DMA-friendly framebuffer implementations for driving HUB75 RGB LED matrix

panels with Rust.  The crate focuses on **performance**, **correct timing**,

and **ergonomic drawing** by integrating tightly with the `embedded-graphics`

ecosystem.



---



## How HUB75 LED panels work (very short recap)



A HUB75 panel behaves like a long daisy-chained shift-register:



1. Color data for *one pair of rows* is shifted in serially on every cycle of `CLK`.

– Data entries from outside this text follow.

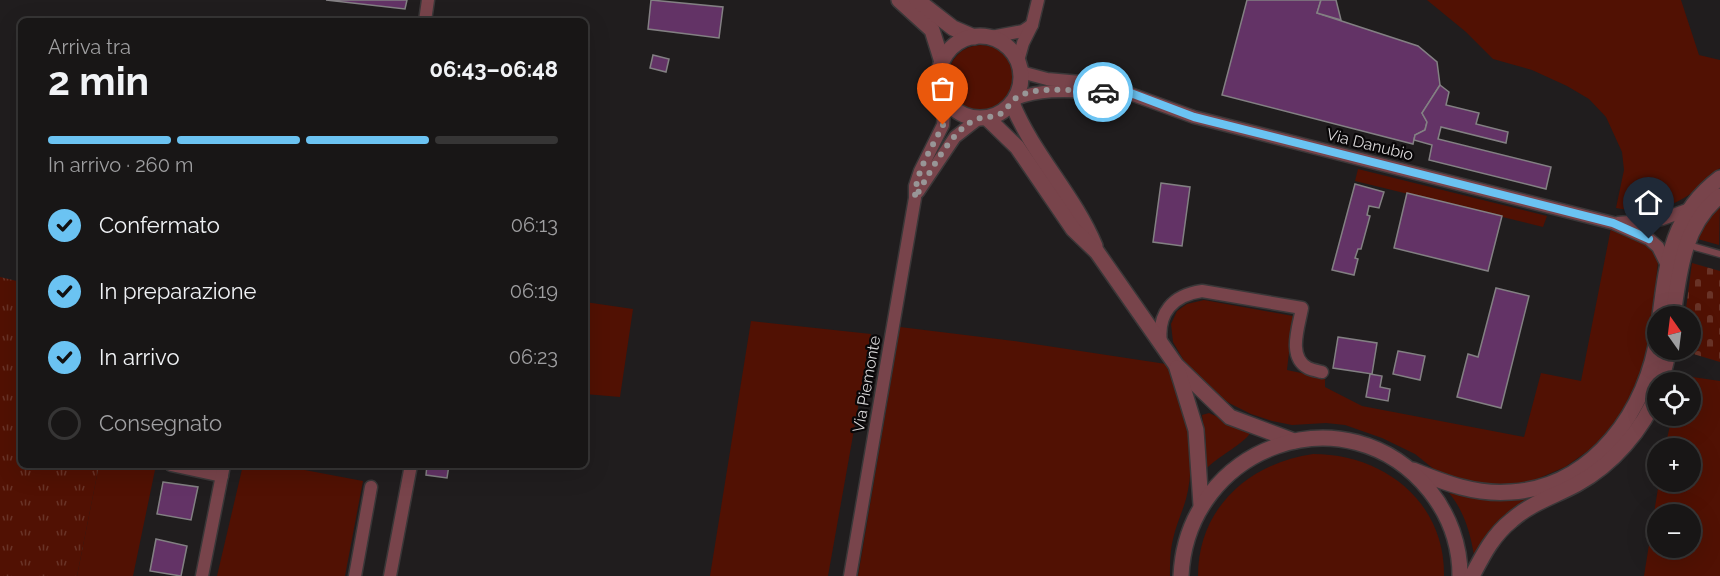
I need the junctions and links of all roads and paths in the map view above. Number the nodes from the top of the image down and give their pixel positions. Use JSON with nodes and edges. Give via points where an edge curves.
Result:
{"nodes":[{"id":1,"x":428,"y":0,"type":"edge"},
{"id":2,"x":899,"y":0,"type":"edge"},
{"id":3,"x":917,"y":0,"type":"edge"},
{"id":4,"x":1038,"y":0,"type":"edge"},
{"id":5,"x":425,"y":18,"type":"edge"},
{"id":6,"x":1032,"y":25,"type":"junction"},
{"id":7,"x":974,"y":37,"type":"junction"},
{"id":8,"x":991,"y":38,"type":"junction"},
{"id":9,"x":942,"y":62,"type":"junction"},
{"id":10,"x":1020,"y":66,"type":"junction"},
{"id":11,"x":1121,"y":90,"type":"junction"},
{"id":12,"x":945,"y":99,"type":"junction"},
{"id":13,"x":1014,"y":101,"type":"junction"},
{"id":14,"x":982,"y":118,"type":"junction"},
{"id":15,"x":1720,"y":178,"type":"edge"},
{"id":16,"x":1720,"y":196,"type":"edge"},
{"id":17,"x":915,"y":198,"type":"junction"},
{"id":18,"x":1690,"y":209,"type":"junction"},
{"id":19,"x":1613,"y":223,"type":"junction"},
{"id":20,"x":1695,"y":247,"type":"dead end"},
{"id":21,"x":1097,"y":252,"type":"junction"},
{"id":22,"x":1720,"y":254,"type":"edge"},
{"id":23,"x":1667,"y":265,"type":"junction"},
{"id":24,"x":1661,"y":306,"type":"edge"},
{"id":25,"x":1675,"y":306,"type":"edge"},
{"id":26,"x":1161,"y":343,"type":"junction"},
{"id":27,"x":1652,"y":360,"type":"edge"},
{"id":28,"x":1176,"y":365,"type":"junction"},
{"id":29,"x":1322,"y":372,"type":"dead end"},
{"id":30,"x":1647,"y":412,"type":"edge"},
{"id":31,"x":1294,"y":441,"type":"junction"},
{"id":32,"x":1405,"y":466,"type":"junction"},
{"id":33,"x":202,"y":468,"type":"edge"},
{"id":34,"x":410,"y":468,"type":"edge"},
{"id":35,"x":223,"y":470,"type":"edge"},
{"id":36,"x":371,"y":488,"type":"dead end"},
{"id":37,"x":1201,"y":505,"type":"junction"},
{"id":38,"x":202,"y":576,"type":"edge"},
{"id":39,"x":355,"y":576,"type":"edge"},
{"id":40,"x":390,"y":576,"type":"edge"},
{"id":41,"x":850,"y":576,"type":"edge"},
{"id":42,"x":1181,"y":576,"type":"edge"},
{"id":43,"x":1460,"y":576,"type":"edge"},
{"id":44,"x":1472,"y":576,"type":"edge"}],
"edges":[{"from":1,"to":5,"type":"street"},
{"from":2,"to":9,"type":"street","via":[[932,30]]},
{"from":3,"to":7,"type":"street","via":[[953,28]]},
{"from":4,"to":6,"type":"street"},
{"from":6,"to":8,"type":"street"},
{"from":6,"to":10,"type":"street","via":[[1023,43]]},
{"from":7,"to":8,"type":"street"},
{"from":7,"to":9,"type":"street","via":[[957,43]]},
{"from":8,"to":10,"type":"street","via":[[1011,50]]},
{"from":9,"to":12,"type":"street","via":[[940,88]]},
{"from":10,"to":11,"type":"street","name":"Via Danubio","via":[[1047,79],[1103,84]]},
{"from":10,"to":13,"type":"street","via":[[1021,83]]},
{"from":11,"to":13,"type":"street","name":"Via Danubio","via":[[1034,92]]},
{"from":11,"to":19,"type":"street","name":"Via Danubio","via":[[1194,117]]},
{"from":12,"to":14,"type":"street","via":[[967,117]]},
{"from":12,"to":17,"type":"street","name":"Via Piemonte","via":[[943,125],[920,171]]},
{"from":13,"to":14,"type":"street","via":[[1002,113]]},
{"from":13,"to":21,"type":"street","via":[[1029,138],[1085,222]]},
{"from":14,"to":17,"type":"street","name":"Via Piemonte","via":[[955,137]]},
{"from":14,"to":21,"type":"street","via":[[1017,147],[1073,229]]},
{"from":15,"to":18,"type":"street"},
{"from":16,"to":25,"type":"street","via":[[1697,222],[1687,242]]},
{"from":17,"to":41,"type":"street","name":"Via Piemonte"},
{"from":18,"to":19,"type":"street","name":"Via Danubio","via":[[1662,219]]},
{"from":18,"to":23,"type":"street","via":[[1677,229]]},
{"from":19,"to":23,"type":"street","name":"Via Danubio","via":[[1649,239]]},
{"from":20,"to":22,"type":"lane"},
{"from":21,"to":26,"type":"street"},
{"from":23,"to":24,"type":"street"},
{"from":26,"to":28,"type":"street"},
{"from":26,"to":29,"type":"street","via":[[1161,326],[1168,307],[1189,293],[1202,291],[1302,308],[1295,350],[1307,368]]},
{"from":27,"to":32,"type":"street","via":[[1640,397],[1627,420],[1603,448],[1568,475],[1533,489],[1493,492],[1455,486]]},
{"from":28,"to":31,"type":"street","via":[[1230,417]]},
{"from":28,"to":37,"type":"street","via":[[1197,430]]},
{"from":30,"to":44,"type":"street","via":[[1614,456],[1595,473],[1511,520],[1488,546]]},
{"from":31,"to":32,"type":"street","via":[[1344,440],[1376,450]]},
{"from":31,"to":37,"type":"street","via":[[1241,463]]},
{"from":32,"to":43,"type":"street","via":[[1437,500],[1448,520],[1456,542]]},
{"from":33,"to":35,"type":"street"},
{"from":34,"to":40,"type":"street"},
{"from":35,"to":38,"type":"street"},
{"from":36,"to":39,"type":"street"},
{"from":37,"to":42,"type":"street","via":[[1186,542]]}]}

2. After the last pixel of the row pair has been clocked, the controller blanks

   the LEDs (`OE` HIGH), sets the address lines **A–E**, and produces a short

   pulse on `LAT` to latch the freshly-shifted data into the LED drivers.

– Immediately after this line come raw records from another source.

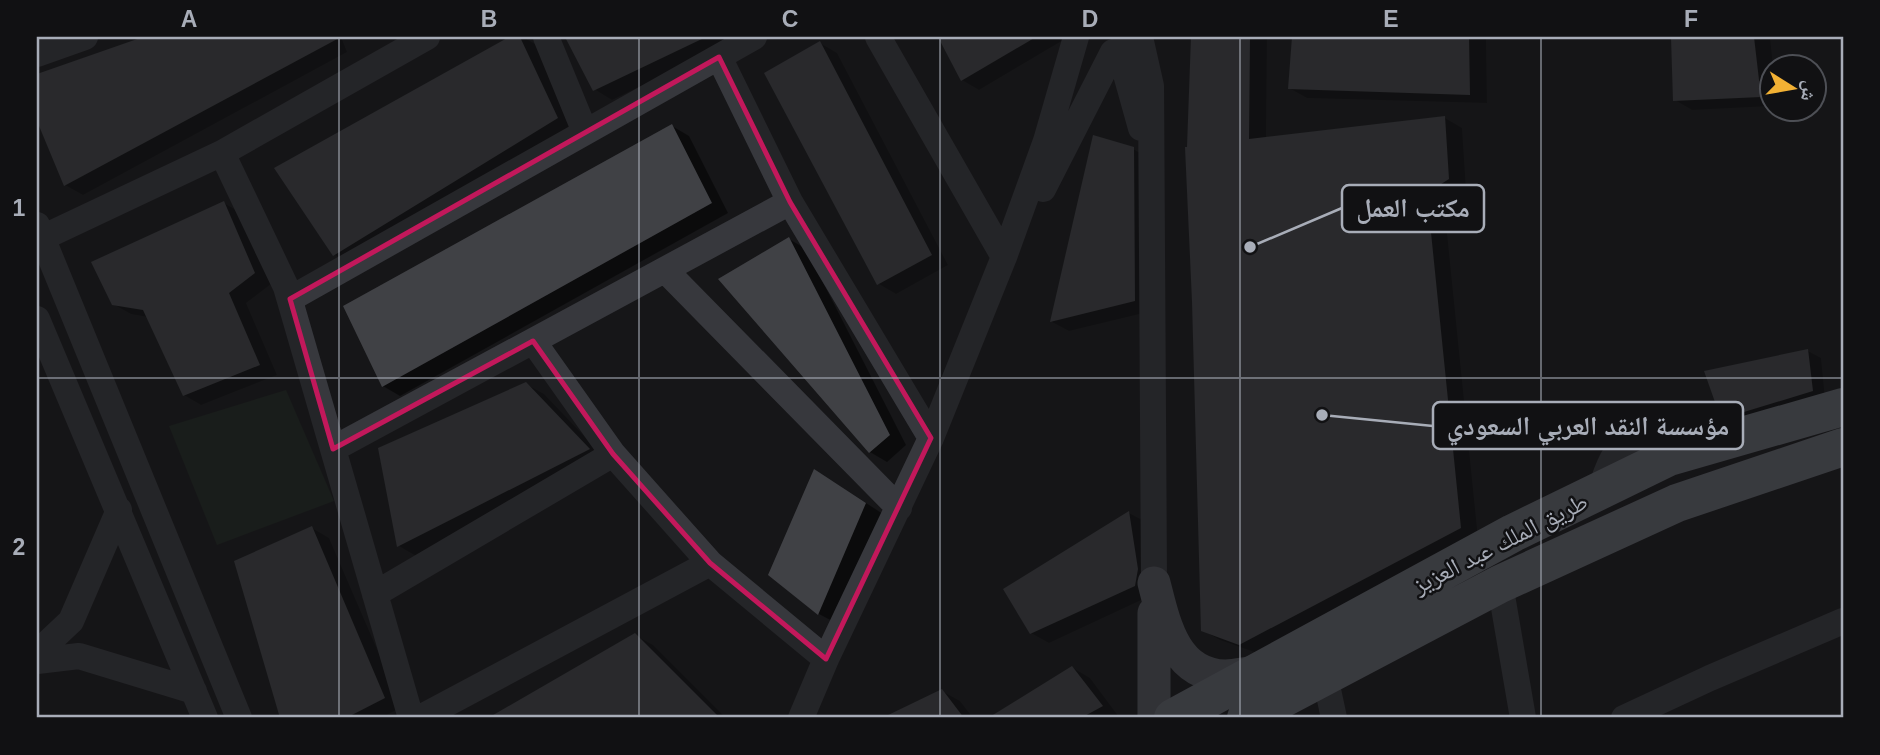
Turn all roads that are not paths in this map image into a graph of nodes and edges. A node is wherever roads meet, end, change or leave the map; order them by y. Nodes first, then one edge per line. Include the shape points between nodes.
1 (85, 37) edge
2 (546, 37) edge
3 (754, 37) edge
4 (878, 37) edge
5 (1077, 37) edge
6 (1149, 37) edge
7 (417, 40) edge
8 (1126, 44) edge
9 (37, 54) edge
10 (719, 57) junction
11 (1151, 86) junction
12 (585, 132) junction
13 (222, 153) junction
14 (1152, 167) junction
15 (790, 202) junction
16 (39, 234) edge
17 (1004, 257) junction
18 (664, 270) junction
19 (290, 299) junction
20 (37, 319) edge
21 (533, 341) junction
22 (1843, 407) edge
23 (931, 438) junction
24 (1843, 447) edge
25 (333, 449) junction
26 (613, 454) junction
27 (899, 508) junction
28 (118, 510) junction
29 (710, 563) junction
30 (1154, 583) junction
31 (1500, 584) junction
32 (375, 594) junction
33 (1843, 621) edge
34 (37, 653) edge
35 (826, 659) junction
36 (37, 662) edge
37 (1258, 672) junction
38 (1325, 676) junction
39 (194, 691) junction
40 (205, 718) edge
41 (239, 718) edge
42 (411, 718) edge
43 (420, 718) edge
44 (801, 718) edge
45 (1154, 718) edge
46 (1173, 718) edge
47 (1246, 718) edge
48 (1334, 718) edge
49 (1523, 718) edge
50 (1624, 718) edge

1 - 9 street
2 - 12 street
3 - 10 street
4 - 17 street
5 - 8 street via 1102,52
5 - 17 street
6 - 11 street
7 - 13 street
8 - 11 street
8 - 14 street
8 - 17 street
10 - 12 street
10 - 15 street
11 - 14 street
12 - 19 street
13 - 16 street
13 - 19 street
14 - 30 street
15 - 18 street
15 - 23 street
16 - 41 street
17 - 23 street
18 - 21 street
18 - 27 street
19 - 25 street
20 - 28 street
21 - 25 street
21 - 26 street
22 - 37 highway, طريق الملك عبد العزيز via 1669,457 1513,533
23 - 27 street
24 - 31 highway, طريق الملك عبد العزيز via 1676,503
25 - 32 street
26 - 29 street
26 - 32 street
27 - 35 street
28 - 34 street via 71,621
28 - 39 street
29 - 35 street
29 - 43 street
30 - 37 main road via 1165,627 1180,655 1199,670 1224,676
30 - 45 main road
31 - 38 highway, طريق الملك عبد العزيز
31 - 49 street
32 - 42 street
33 - 50 street
35 - 44 street
36 - 39 street via 79,656
37 - 46 highway, طريق الملك عبد العزيز
38 - 47 highway, طريق الملك عبد العزيز
38 - 48 street
39 - 40 street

3. `OE` goes LOW again and the row pair lights up while the next one is already

   being shifted.



Color depth is achieved with **Binary/Bit-Angle Code Modulation (BCM)**:

lower bit-planes are shown for shorter times, higher ones for longer, yielding

2^n intensity levels per channel while keeping peak currents low.

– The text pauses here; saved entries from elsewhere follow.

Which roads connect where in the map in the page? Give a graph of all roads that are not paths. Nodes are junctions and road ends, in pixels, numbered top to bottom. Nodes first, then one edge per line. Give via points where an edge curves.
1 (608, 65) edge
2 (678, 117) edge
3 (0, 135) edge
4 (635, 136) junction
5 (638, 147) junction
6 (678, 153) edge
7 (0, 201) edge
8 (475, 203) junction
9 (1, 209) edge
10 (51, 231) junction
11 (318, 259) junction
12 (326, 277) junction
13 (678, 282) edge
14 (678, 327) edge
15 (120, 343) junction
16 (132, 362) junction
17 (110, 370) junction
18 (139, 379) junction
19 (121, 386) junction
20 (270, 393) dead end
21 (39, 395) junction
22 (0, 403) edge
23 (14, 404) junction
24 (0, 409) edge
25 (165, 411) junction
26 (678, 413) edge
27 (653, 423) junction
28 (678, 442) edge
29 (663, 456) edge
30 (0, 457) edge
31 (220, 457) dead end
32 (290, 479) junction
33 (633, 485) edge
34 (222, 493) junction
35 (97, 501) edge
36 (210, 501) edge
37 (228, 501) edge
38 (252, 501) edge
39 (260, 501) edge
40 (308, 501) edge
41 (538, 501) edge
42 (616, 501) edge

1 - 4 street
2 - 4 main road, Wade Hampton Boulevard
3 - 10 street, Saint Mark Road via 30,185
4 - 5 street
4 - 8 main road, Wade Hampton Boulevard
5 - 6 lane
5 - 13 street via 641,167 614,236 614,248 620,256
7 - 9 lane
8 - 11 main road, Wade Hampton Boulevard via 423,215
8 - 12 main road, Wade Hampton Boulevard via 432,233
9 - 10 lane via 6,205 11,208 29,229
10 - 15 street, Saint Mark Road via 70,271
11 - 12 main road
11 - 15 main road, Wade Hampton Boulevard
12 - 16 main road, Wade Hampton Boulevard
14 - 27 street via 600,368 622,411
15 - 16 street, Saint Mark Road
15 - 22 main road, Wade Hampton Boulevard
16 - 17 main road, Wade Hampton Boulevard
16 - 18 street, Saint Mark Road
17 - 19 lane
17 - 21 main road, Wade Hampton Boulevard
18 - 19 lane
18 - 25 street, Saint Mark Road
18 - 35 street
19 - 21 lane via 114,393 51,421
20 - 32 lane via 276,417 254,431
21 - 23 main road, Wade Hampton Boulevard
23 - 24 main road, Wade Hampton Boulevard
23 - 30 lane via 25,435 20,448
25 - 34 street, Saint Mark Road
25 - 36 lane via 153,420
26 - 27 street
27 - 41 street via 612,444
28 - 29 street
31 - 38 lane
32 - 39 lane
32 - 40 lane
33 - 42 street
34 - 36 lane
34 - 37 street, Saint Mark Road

If you want a deeper explanation, have a look inside `src/lib.rs` — the crate

documentation contains an extensive primer.



---



## Two framebuffer flavors



| Module              | Extra hardware | Word size | Memory use | Pros / Cons |

|---------------------|----------------|-----------|------------|-------------|

| `plain`             | none           | 16 bit (14 used) | high       | Simplest, wires exactly like a standard HUB75 matrix. |

| `latched`           | **external latch gate** (see below) | 8 bit | ×½ of `plain` | Lower memory footprint, but needs a tiny glue-logic board. |



## Multiple Panels



- Use `tiling::TiledFrameBuffer` to drive several HUB75 panels as one large display.

- Combine it with a pixel-remapping policy like `ChainTopRightDown` and any of

  the framebuffers above (plain or latched).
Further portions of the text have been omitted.